S’il utilise sa station à d’autres fins que celles prévues dans la licence notamment s’il capte indûment les messages qu’il n’est pas autorisé à recevoir, s’il viole le secret de ceux qu’il a captés fortuitement;
S’il apporte un trouble quelconque aux postes récepteur de radiodiffusion ou au fonctionnement des services publics ou privés de radiocommunications.

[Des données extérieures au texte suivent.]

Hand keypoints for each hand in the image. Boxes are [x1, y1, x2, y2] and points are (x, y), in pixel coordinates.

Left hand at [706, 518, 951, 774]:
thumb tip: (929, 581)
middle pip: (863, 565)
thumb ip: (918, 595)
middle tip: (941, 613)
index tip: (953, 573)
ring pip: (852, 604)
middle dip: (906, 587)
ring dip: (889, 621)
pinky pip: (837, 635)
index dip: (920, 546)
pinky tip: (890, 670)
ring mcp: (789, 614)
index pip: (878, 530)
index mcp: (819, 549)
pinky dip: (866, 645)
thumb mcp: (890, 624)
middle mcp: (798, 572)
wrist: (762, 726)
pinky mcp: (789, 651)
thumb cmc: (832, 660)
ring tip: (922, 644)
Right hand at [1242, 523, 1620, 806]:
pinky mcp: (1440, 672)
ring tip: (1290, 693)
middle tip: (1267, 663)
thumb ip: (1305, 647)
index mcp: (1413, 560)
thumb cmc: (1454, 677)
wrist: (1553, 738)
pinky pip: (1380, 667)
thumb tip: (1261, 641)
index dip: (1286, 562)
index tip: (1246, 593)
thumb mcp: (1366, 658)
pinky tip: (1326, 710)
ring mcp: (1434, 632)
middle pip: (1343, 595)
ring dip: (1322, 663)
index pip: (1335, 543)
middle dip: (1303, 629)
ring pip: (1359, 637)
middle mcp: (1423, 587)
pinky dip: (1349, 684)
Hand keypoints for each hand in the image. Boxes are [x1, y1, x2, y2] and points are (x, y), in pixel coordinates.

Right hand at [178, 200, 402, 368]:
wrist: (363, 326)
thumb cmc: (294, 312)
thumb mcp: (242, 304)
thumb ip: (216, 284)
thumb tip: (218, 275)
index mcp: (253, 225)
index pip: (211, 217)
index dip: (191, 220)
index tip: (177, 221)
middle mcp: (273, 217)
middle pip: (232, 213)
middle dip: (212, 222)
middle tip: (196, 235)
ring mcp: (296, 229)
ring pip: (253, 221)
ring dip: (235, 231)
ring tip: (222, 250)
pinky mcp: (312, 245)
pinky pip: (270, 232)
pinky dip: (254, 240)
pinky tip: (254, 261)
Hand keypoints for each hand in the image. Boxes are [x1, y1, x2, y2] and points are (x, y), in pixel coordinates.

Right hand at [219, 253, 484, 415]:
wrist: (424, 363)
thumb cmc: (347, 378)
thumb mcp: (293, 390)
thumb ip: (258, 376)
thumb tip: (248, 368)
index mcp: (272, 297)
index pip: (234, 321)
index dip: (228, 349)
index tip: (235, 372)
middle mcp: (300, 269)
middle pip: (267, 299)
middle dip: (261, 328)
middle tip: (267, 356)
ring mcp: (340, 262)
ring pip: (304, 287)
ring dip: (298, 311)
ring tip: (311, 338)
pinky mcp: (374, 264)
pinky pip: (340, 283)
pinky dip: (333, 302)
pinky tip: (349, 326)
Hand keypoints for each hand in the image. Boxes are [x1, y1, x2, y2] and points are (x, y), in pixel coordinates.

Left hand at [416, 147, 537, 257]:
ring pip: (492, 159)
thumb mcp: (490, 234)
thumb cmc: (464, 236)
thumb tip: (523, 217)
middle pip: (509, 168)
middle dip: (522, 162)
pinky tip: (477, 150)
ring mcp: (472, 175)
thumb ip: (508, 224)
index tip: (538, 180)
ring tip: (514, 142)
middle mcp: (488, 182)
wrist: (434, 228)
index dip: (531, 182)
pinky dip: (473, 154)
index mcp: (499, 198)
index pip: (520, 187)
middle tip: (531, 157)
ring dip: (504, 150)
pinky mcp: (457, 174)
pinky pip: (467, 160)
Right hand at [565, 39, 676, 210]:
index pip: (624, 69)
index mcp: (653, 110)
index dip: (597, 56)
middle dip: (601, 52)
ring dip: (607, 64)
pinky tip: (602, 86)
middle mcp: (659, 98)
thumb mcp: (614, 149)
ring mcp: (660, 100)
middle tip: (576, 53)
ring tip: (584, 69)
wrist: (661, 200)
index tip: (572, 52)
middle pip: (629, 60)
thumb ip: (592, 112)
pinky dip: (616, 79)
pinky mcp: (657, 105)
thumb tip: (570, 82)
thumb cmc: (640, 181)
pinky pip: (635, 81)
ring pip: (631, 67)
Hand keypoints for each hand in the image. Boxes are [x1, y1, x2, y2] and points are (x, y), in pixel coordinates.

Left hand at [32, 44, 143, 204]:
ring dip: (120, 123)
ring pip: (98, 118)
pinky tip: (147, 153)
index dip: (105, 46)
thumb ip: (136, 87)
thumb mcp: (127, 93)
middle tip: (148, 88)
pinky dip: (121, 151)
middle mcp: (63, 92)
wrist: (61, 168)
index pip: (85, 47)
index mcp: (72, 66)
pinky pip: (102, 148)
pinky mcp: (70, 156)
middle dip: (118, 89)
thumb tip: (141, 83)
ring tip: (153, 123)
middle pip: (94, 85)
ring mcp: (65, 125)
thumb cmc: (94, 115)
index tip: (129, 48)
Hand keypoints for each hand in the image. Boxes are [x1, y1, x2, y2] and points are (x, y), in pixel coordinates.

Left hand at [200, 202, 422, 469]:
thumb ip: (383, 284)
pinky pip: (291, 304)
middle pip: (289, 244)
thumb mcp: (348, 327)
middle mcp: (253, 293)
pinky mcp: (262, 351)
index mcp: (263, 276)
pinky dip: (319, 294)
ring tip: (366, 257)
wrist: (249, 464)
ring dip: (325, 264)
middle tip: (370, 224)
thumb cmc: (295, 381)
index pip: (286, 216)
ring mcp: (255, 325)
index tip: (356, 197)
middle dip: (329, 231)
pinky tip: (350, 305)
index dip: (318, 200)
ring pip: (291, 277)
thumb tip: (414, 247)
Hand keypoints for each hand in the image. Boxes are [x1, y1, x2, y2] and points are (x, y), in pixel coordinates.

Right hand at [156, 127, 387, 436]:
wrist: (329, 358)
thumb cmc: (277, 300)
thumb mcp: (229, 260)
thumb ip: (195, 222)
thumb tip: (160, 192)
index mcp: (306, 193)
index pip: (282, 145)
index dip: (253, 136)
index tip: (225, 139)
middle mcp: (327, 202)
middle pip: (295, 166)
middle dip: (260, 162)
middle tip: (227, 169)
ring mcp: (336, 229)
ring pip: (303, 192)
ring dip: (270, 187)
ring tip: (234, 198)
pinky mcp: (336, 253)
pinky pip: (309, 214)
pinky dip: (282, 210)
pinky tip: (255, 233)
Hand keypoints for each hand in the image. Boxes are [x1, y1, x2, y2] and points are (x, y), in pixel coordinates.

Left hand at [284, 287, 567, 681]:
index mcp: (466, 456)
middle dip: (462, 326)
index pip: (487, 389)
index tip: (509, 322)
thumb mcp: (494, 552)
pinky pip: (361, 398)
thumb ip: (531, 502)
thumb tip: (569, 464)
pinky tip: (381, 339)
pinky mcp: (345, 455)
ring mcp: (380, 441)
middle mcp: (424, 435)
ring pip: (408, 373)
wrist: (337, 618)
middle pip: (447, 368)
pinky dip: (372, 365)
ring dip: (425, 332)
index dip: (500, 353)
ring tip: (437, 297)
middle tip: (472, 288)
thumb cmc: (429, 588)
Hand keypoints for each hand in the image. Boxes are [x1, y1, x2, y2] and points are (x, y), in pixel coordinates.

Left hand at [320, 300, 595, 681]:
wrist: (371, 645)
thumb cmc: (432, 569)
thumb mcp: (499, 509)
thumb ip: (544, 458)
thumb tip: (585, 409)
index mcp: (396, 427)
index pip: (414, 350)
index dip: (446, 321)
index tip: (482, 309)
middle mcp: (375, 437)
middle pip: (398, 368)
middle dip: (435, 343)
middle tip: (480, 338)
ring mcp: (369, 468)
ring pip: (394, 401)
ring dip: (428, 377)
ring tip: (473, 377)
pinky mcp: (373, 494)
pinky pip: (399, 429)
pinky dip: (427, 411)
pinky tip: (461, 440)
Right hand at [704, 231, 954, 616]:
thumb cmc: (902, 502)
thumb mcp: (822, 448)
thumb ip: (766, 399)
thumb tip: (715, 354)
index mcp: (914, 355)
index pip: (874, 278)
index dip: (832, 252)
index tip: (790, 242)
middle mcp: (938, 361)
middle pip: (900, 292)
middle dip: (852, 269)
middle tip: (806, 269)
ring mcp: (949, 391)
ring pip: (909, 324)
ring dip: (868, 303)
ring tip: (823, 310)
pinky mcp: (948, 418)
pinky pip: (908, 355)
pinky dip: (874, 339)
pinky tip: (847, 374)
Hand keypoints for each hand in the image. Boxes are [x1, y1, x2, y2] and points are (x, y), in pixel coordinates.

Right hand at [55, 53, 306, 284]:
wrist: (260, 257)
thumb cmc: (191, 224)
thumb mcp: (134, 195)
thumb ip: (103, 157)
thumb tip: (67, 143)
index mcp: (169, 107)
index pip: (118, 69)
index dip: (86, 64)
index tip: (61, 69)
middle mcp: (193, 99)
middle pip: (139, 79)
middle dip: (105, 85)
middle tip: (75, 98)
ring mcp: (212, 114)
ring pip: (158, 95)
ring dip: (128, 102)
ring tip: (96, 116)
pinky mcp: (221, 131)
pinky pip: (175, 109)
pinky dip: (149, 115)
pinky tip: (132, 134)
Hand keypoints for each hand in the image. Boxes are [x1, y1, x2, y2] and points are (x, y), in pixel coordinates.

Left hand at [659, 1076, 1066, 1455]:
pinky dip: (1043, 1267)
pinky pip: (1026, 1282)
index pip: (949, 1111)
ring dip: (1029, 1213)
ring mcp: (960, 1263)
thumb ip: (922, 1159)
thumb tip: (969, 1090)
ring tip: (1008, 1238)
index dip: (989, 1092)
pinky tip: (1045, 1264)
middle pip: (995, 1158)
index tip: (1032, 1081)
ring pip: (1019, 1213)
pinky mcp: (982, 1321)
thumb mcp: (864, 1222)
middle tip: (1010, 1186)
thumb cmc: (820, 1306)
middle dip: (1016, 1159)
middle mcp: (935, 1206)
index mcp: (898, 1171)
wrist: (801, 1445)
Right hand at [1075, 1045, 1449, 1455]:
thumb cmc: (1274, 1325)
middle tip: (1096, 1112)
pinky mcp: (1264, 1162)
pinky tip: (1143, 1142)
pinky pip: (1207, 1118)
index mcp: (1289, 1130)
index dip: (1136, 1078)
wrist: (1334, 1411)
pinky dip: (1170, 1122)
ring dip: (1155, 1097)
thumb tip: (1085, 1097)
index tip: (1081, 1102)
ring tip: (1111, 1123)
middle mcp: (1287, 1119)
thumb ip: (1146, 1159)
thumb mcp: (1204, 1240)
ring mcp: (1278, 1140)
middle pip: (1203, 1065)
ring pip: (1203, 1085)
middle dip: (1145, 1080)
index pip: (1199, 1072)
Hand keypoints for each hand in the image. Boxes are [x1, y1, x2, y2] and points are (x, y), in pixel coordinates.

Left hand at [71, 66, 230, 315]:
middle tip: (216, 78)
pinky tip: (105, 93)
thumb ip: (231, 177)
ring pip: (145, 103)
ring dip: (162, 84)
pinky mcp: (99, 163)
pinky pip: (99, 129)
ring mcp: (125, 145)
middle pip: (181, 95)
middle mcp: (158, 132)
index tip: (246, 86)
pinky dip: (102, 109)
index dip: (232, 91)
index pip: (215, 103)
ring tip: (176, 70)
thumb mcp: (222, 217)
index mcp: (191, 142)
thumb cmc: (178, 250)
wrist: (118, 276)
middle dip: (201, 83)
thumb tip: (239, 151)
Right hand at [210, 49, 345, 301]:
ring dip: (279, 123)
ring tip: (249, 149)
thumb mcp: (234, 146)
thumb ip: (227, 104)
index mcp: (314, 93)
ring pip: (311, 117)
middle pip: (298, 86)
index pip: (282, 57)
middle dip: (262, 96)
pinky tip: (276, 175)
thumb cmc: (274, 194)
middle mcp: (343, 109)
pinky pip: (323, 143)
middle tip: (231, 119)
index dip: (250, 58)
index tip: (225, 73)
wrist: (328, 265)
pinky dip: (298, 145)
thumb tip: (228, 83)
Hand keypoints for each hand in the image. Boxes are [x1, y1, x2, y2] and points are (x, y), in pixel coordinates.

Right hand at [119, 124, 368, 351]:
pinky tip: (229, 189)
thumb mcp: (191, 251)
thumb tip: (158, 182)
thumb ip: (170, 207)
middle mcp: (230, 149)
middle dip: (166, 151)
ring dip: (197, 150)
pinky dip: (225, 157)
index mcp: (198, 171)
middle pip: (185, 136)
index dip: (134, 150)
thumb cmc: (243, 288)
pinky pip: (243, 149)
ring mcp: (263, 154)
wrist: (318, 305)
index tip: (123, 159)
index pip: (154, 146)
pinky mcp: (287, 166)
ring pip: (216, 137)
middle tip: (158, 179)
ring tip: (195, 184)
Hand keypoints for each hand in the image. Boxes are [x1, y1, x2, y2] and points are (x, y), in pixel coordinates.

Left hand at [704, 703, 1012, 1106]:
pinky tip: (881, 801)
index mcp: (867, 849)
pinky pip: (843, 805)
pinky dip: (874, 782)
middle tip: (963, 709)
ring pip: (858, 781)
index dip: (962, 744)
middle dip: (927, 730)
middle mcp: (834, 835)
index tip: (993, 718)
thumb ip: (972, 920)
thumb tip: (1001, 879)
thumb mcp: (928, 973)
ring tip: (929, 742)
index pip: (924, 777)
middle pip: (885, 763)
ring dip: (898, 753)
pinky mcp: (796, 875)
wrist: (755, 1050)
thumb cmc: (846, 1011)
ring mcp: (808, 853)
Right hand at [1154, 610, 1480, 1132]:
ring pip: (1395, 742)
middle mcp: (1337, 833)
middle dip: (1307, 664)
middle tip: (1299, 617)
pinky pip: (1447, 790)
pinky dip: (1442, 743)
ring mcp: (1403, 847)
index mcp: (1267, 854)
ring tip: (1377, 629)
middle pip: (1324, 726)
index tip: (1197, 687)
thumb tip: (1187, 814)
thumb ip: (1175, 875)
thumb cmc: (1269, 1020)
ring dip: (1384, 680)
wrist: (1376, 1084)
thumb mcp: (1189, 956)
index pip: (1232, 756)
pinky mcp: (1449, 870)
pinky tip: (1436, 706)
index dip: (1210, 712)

S’il utilise un indicatif d’appel différent de celui a été attribué. S’il communique avec des
S’il émet avec une puissance supérieure à celle autorisée en dehors des gammes de fréquences allouées.
 
Les infractions contre l’ordre public et les bonnes mœurs mentionnées à l’article 6 de ce décret-loi sont définies et punies par les articles 57 à 80 et 281 à 283 du Code Pénal et ne peuvent être constatées et sanctionnées que par les Tribunaux de l’Ordre Judiciaire. D'ailleurs les dispositions de l’article 19 du Code d’Instruction Criminelle indiquent ce que toute autorité constituée doit faire s'agissant de la commission  d'une infraction.
 
Les sanctions pécuniaires, restrictives ou privatives de liberté prévues par le susdit décret-loi ne peuvent être prononcées que par Juridictions établies par la Loi.
 
Enfin ces avocats Font savoir au Directeur Général du CONATEL, Jean Marie GUILLAUME et les Ministres Laurent Salvador LAMOTHE, Jacques ROUSSEAU et Rudy HERIVEAUX  que s’ils s’estiment lésés par les déclarations rapportées  dans la lettre référencée CNT/DG-605-14  en date du 9 avril 2014 ou par des déclarations, analyses, commentaires faits dans des émissions de Radio Zénith, ils n’ont qu’à saisir les juridictions compétentes pour soutenir leurs prétentions en raison du principe découlant du droit administratif : L'Etat de droit suppose un Etat qui, lui même ,est soumis au droit au même titre que les citoyens.
                    
Les invitant , de préférence  à faire de leur mieux pour proposer au Parlement Haïtien un projet de loi visant à harmoniser le secteur de l'audiovisuel avec la Constitution vu que ce décret-loi évoqué de manière malicieuse et maladroite n'est pas d'application pour les raisons tenant à la hiérarchie des normes.